Indian companies are too happy to play the nationalist card while also happily taking foreign investment (Reliance was ground zero for FDI this past year) and selling consumers foreign-made goods. To be clear, I think access to foreign capital and goods is a good thing, and businesses should pushing for more open markets with consistent regulation - and dispute resolution mechanisms - but that’s clearly a pipe dream these days.


Weekly Recap:

  1. Companies enabling WFH are raising capital: With WFH becoming the norm during the pandemic, two interesting start-up trends are emerging. First, Indian SaaS companies are raising capital and building for a global companies from day 1. Two, a host of US-based companies (think Hublio and Airmeet) are expanding to India as there is a very real market need for such products and a propensity to pay.

  2. Cuemath raises a $40M Series C: In more edtech news, Cuemath has raised $40M in a Series C round co-led by Lightstone Fund and Falcon Edge’s Alpha Wave Incubation. The funding comes a year after the company's $5.5M Series B and values the company >$170M. The company provides after-school math classes and has over 5K franchises in the country conducting 25M classes for 100k students. The company also grew its digital platform 4x during the pandemic.

  3. WhatsApp adds Shopping Carts: After the rollout of WhatsApp Pay, the company has now launched now shopping carts. Today's launch of carts just shows how thoughtfully Facebook is thinking about enabling commerce for small businesses in India. Consumer (C) messages Business (B) about purchasing something. B sends C their catalog (in-built in WA). C creates a cart (in-built) and sends it to B. B sends C a payment request through WhatsApp pay, and C pays it. The entire process can now be completed end-to-end on WhatsApp 🤯

  4. HDFC invests in Smallcase: India's largest private sector bank HDFC has invested in Smallcase's recent Series B round, which was led by the DSP Group. Existing investors Sequoia Capital India, Blume Ventures, and Beenext also participated in the round. Smallcase lets retail investors invest in a number of themed portfolios of stocks and exchange-traded funds (EFTs) by allowing users to place orders through their brokers.

  5. PubMatic goes public: PubMatic, an AdTech company, started trading on the NASDAQ today opening at $25.12 after being priced at $20 and ended the day at $29.45. The company was started way back in 2004 and has raised several rounds of funding (total raise of $63M), starting with a $7M Series A in 2008 led by Nexus Venture Partners. The company allows publishers and app developers to sell advertising space to advertisers across different media, including display or video ads on desktop, mobile app, mobile web, or connected TV. The company generated $127M in revenue in the year ending in Sep (up 33% YoY).

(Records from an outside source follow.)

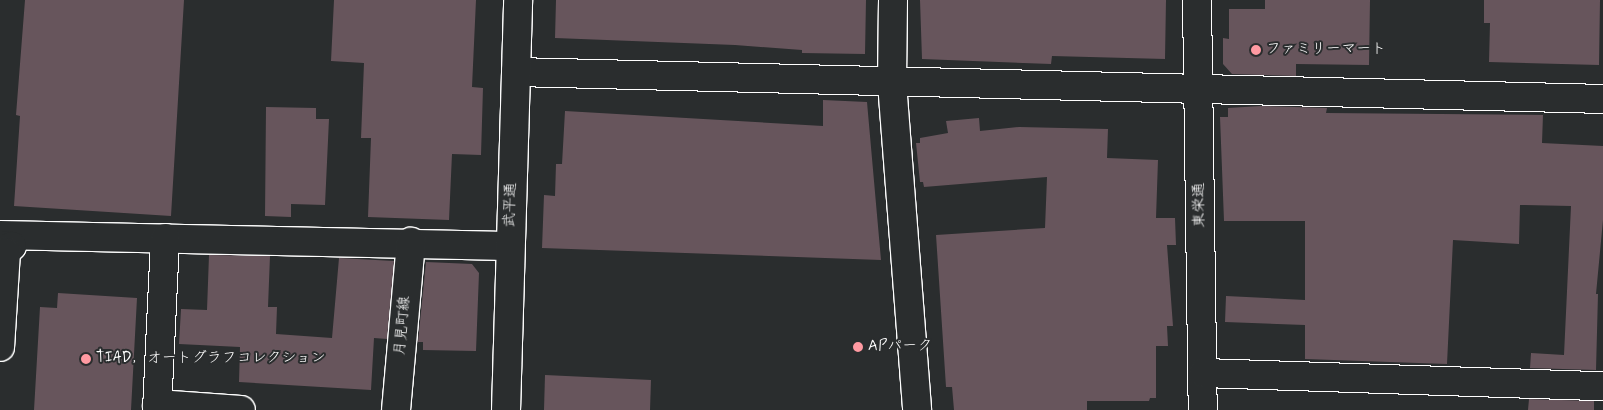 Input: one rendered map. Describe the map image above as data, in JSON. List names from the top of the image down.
{
  "streets": {
    "street": ["武平通", "東栄通", "月見町線"]
  },
  "places": ["ファミリーマート", "APパーク", "TIAD，オートグラフコレクション"]
}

  6. Exotel raises 40 Cr from A91 Partners: Communications Platform as a Service Exotel has raised 40 Cr from A91 Partners in a mix of primary and secondary shares as the company is seeing a wave of accelerated growth in digital adoption due to the pandemic. The company has grown to 120 Cr in revenues (FY20) on just 2.5 Cr of total capital raised.

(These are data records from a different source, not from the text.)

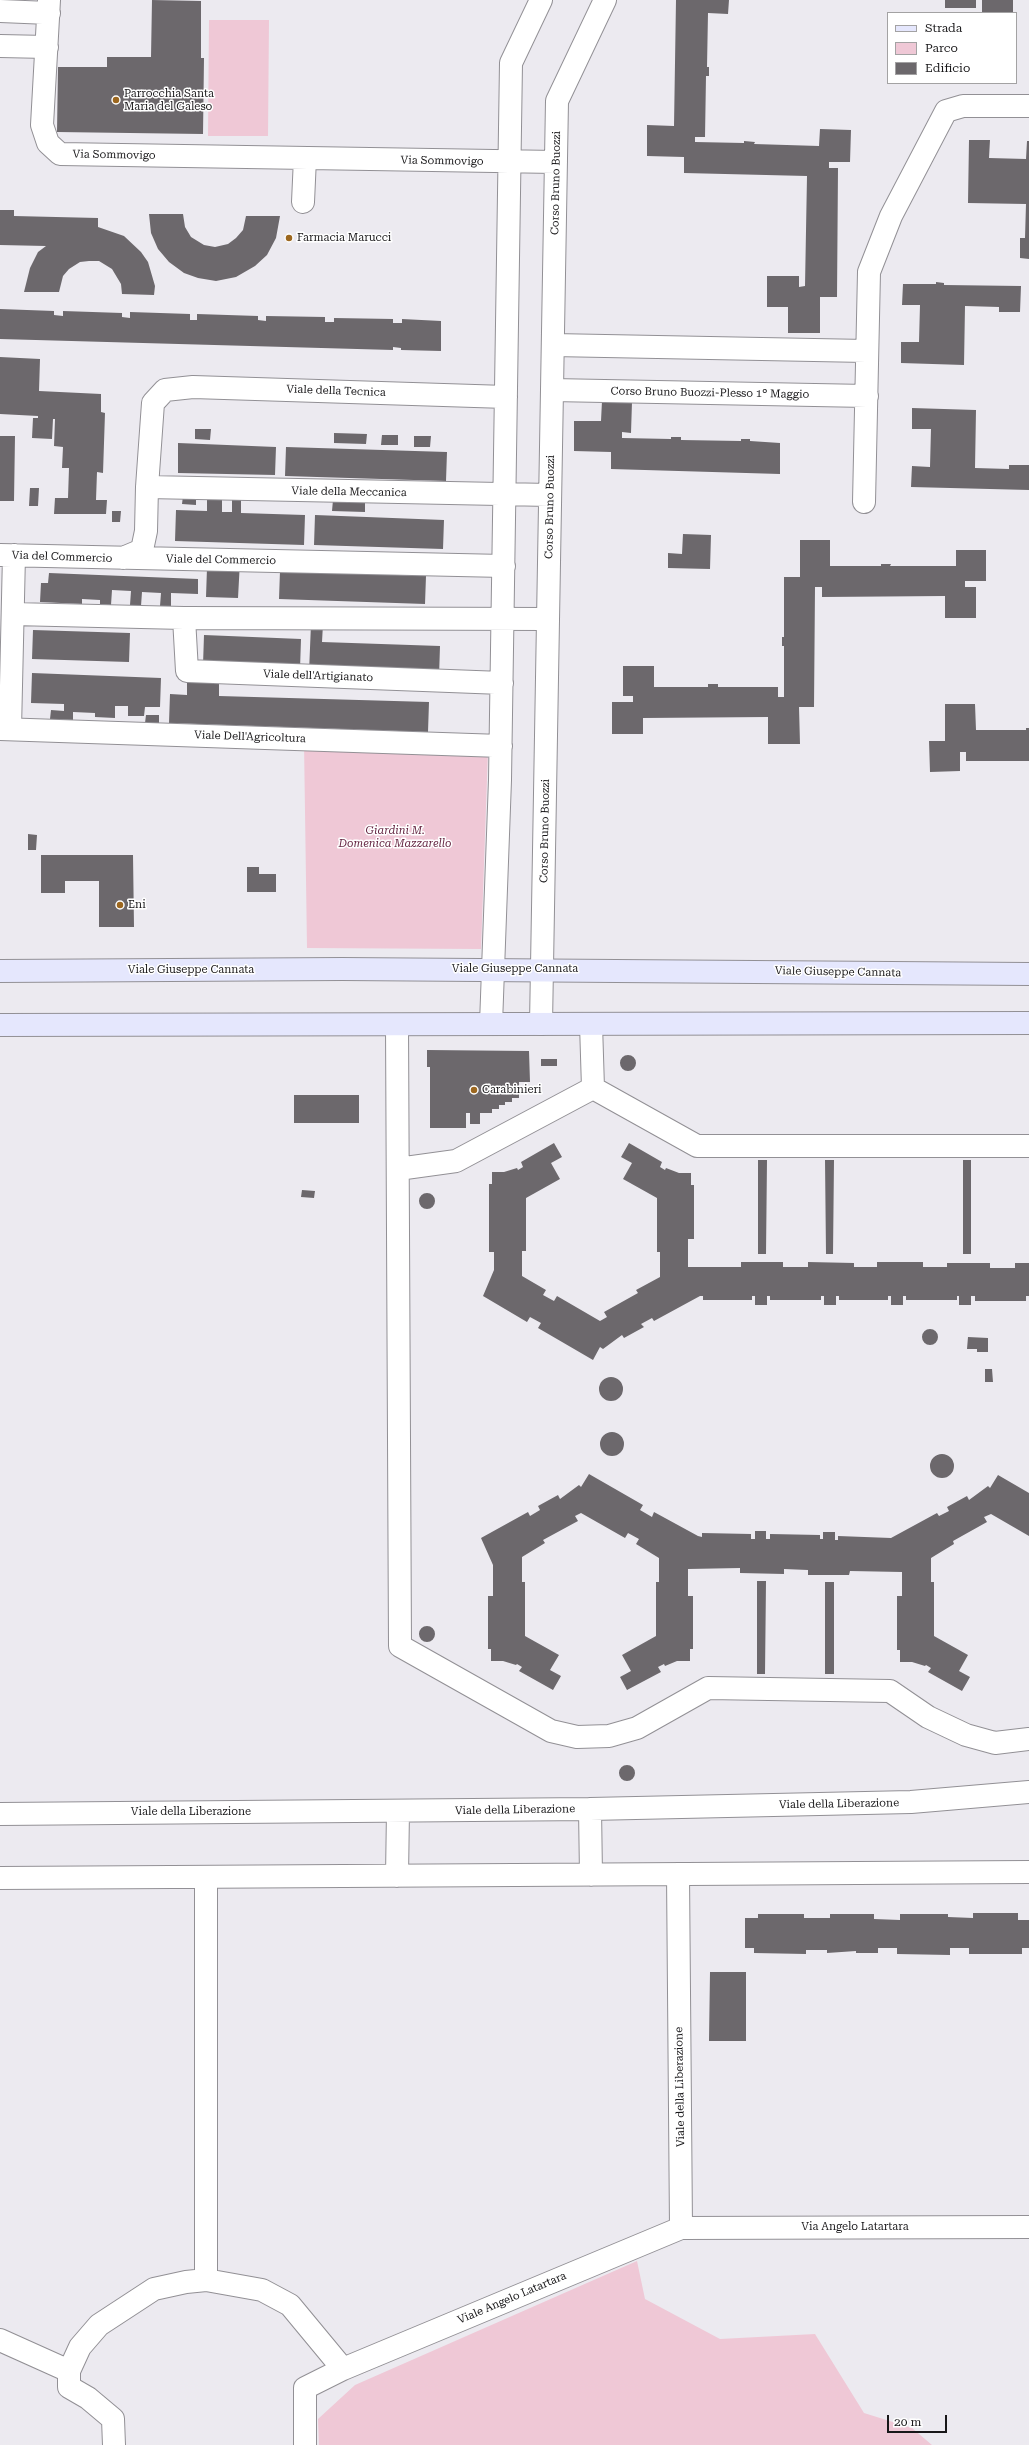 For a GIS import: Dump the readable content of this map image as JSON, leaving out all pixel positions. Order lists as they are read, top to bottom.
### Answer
{
  "streets": {
    "street": [
      "Via Sommovigo",
      "Corso Bruno Buozzi",
      "Viale della Tecnica",
      "Corso Bruno Buozzi-Plesso 1° Maggio",
      "Viale della Meccanica",
      "Via del Commercio",
      "Viale del Commercio",
      "Viale dell'Artigianato",
      "Viale Dell'Agricoltura",
      "Viale Giuseppe Cannata",
      "Viale della Liberazione",
      "Via Angelo Latartara",
      "Viale Angelo Latartara"
    ]
  },
  "crossings": [
    ["Via Sommovigo", "Corso Bruno Buozzi"],
    ["Corso Bruno Buozzi", "Corso Bruno Buozzi-Plesso 1° Maggio"],
    ["Corso Bruno Buozzi", "Viale della Meccanica"],
    ["Corso Bruno Buozzi", "Viale Giuseppe Cannata"],
    ["Viale della Tecnica", "Viale della Meccanica"],
    ["Via del Commercio", "Viale del Commercio"],
    ["Viale della Liberazione", "Via Angelo Latartara"],
    ["Viale della Liberazione", "Viale Angelo Latartara"],
    ["Via Angelo Latartara", "Viale Angelo Latartara"]
  ],
  "parks": ["Giardini M. Domenica Mazzarello"],
  "places": [
    "Parrocchia Santa Maria del Galeso",
    "Farmacia Marucci",
    "Eni",
    "Carabinieri"
  ],
  "legend": ["Strada", "Parco", "Edificio"],
  "scale_bar": "20 m"
}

  7. Infra Market raises $20M in a Series B: Infra Market has raised $20M in a Series B round, with the round being led by Evolvence India Fund, Sistema Asia Fund and Foundamental, while existing investors Accel, Tiger Global and Nexus also participated. This brings the Mumbai-based company's total capital raised $50M. Infra Market is a B2B marketplace and helps small businesses (like manufacturers of paints and cements) improve the quality of their production and meet various compliances. The company essentially serves as a service layer for these small manufacturers, enabling them to grow their business.

  8. TPG looks to acquire minority stake in Pharmeasy's parent: API Holdings, the combined entity of Pharmeasy and Medlife, is raising some capital from TPG which would give the PE group 7% of the entity. Reportedly, both TPG and Naspers are also looking to invest $100M in Pharmeasy, valuing it at $1.2B, which could make the company India's newest unicorn. There has been a lot of M&A activity in the online pharmacy space: Reliance acquired a 60% stake in Netmeds for 620 Cr and Amazon is potentially investing $100M in Apollo Pharmacy.